UK to trial non-EU seasonal worker scheme after Brexit

Advertising

London (AFP)

Britain announced Thursday it will trial a six-month visa system to let in non-EU seasonal workers to pick crops, as Brexit leaves farmers facing a labour shortage.

The two-year pilot programme will allow 2,500 workers from outside the European Union into Britain each year to help fruit and vegetable growers, amid dwindling arrivals from eastern bloc members.

The scheme, starting in spring 2019 and permitting them to stay for up to six months, is intended to alleviate "labour shortages during peak production periods", according to the Home Office.
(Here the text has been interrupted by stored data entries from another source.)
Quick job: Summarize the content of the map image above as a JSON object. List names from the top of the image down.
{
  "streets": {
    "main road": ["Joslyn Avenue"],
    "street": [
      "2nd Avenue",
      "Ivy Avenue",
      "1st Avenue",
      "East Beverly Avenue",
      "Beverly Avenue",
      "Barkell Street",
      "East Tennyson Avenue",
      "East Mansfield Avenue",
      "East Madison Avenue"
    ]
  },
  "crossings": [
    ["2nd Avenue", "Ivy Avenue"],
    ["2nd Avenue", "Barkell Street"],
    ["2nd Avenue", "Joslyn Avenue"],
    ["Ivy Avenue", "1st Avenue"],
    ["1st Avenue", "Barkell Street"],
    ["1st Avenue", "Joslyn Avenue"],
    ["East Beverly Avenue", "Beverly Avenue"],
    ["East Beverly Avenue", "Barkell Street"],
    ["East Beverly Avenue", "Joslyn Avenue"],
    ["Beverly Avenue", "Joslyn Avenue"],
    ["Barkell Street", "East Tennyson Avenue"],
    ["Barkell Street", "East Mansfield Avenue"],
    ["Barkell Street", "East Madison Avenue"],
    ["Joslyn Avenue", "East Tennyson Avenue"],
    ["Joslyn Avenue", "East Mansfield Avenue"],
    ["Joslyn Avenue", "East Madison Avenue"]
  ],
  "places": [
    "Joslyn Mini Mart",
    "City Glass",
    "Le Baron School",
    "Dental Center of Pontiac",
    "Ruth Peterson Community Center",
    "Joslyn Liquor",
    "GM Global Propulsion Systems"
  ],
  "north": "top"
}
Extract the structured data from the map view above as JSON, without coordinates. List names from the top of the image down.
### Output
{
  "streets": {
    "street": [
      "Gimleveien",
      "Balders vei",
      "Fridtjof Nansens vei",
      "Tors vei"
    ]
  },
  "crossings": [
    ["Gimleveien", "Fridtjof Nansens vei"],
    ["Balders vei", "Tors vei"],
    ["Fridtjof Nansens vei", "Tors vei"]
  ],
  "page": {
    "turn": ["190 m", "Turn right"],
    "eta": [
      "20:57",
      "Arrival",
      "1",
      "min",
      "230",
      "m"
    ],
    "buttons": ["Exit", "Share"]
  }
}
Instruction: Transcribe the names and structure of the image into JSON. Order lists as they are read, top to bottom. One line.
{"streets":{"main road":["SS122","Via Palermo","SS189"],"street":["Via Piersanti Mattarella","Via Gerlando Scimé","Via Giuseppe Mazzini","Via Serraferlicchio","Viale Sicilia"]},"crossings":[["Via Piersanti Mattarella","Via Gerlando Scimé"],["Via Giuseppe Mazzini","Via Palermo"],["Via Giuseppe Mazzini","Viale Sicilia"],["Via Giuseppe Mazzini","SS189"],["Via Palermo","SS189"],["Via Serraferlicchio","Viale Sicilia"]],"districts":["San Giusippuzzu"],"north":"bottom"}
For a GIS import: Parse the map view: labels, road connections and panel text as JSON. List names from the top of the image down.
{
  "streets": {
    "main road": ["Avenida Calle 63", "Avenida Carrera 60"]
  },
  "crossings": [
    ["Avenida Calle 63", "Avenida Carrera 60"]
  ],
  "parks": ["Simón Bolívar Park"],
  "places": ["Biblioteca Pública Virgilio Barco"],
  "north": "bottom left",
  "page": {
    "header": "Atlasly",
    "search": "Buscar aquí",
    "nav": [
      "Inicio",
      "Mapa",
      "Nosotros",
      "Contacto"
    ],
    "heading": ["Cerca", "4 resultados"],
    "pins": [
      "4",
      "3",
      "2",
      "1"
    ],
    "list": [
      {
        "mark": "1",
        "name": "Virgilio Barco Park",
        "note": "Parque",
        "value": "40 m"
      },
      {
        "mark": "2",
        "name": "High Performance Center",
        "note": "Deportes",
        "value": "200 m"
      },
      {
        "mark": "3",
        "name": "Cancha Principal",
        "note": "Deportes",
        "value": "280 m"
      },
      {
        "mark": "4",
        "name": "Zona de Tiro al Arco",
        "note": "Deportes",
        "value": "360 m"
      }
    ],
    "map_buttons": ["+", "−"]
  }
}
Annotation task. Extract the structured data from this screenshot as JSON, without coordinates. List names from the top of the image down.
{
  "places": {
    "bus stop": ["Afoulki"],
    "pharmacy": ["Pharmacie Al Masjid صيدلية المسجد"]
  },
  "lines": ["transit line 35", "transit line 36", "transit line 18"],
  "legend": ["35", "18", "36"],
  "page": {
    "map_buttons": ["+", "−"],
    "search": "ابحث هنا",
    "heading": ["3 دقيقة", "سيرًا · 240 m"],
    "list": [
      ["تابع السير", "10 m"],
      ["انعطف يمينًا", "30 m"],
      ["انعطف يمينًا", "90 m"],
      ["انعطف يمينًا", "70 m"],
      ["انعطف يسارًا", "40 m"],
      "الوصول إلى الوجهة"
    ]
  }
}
"This pilot will ensure farmers have access to the seasonal labour they need to remain productive and profitable during busy times of the year," Home Secretary Sajid Javid said in a statement.

Environment Secretary Michael Gove added the government had "listened to the powerful arguments from farmers about the need for seasonal labour".

"We will review the pilot's results as we look at how best to support the longer-term needs of industry outside the EU," he said.

Britain's booming horticultural industries, which contributed £2 billion ($2.6 billion, 2.2 billion euros) to its economy in 2016, has already been buffeted by the country's impending departure from the EU next March.

Farmers have reported sharp drops in the numbers of seasonal workers arriving from countries like Romania and Bulgaria, which supply the vast majority of fruit and vegetable pickers in Britain.

Improvements in labour markets in Eastern Europe and the fall in the value of the UK currency have has also exacerbated the problem.

Although the sector estimates it needs more than 80,000 people to meet its needs each year, Minette Batters, president of the National Farmers Union (NFU), hailed the pilot scheme "a major victory".

But Nick Marston, of industry body British Summer Fruits, was sceptical it would be anywhere near sufficient.

"Our farms are reporting staff shortages of 10-20 percent already," he said, adding they need quadruple the 2,500 workers permitted in the trial.

"This number will have little effect on the current shortages UK farms are facing as we speak."